_Description of the task_:
Copy every line from the records below that carries the word "Burgemeester".

----- Source data -----

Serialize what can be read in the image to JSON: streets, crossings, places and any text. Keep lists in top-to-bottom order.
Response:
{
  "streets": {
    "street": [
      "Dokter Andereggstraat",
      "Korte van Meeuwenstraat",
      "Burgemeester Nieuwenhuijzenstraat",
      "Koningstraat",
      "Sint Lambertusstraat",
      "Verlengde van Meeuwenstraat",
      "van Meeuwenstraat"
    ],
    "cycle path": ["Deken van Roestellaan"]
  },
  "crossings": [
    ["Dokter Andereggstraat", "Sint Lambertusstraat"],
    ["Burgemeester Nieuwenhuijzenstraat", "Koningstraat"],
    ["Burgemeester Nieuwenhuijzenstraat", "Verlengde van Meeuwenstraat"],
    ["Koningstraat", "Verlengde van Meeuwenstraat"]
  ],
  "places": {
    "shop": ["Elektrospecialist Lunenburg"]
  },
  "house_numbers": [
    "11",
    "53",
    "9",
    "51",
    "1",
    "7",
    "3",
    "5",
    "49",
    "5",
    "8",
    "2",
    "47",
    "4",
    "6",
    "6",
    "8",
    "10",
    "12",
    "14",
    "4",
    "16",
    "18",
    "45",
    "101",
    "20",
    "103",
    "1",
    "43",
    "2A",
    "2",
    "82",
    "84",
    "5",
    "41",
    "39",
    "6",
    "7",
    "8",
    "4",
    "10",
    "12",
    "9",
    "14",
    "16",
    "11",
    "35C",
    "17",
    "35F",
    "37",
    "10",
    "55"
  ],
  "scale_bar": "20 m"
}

-----

_Response area_:
      "Burgemeester Nieuwenhuijzenstraat",
    ["Burgemeester Nieuwenhuijzenstraat", "Koningstraat"],
    ["Burgemeester Nieuwenhuijzenstraat", "Verlengde van Meeuwenstraat"],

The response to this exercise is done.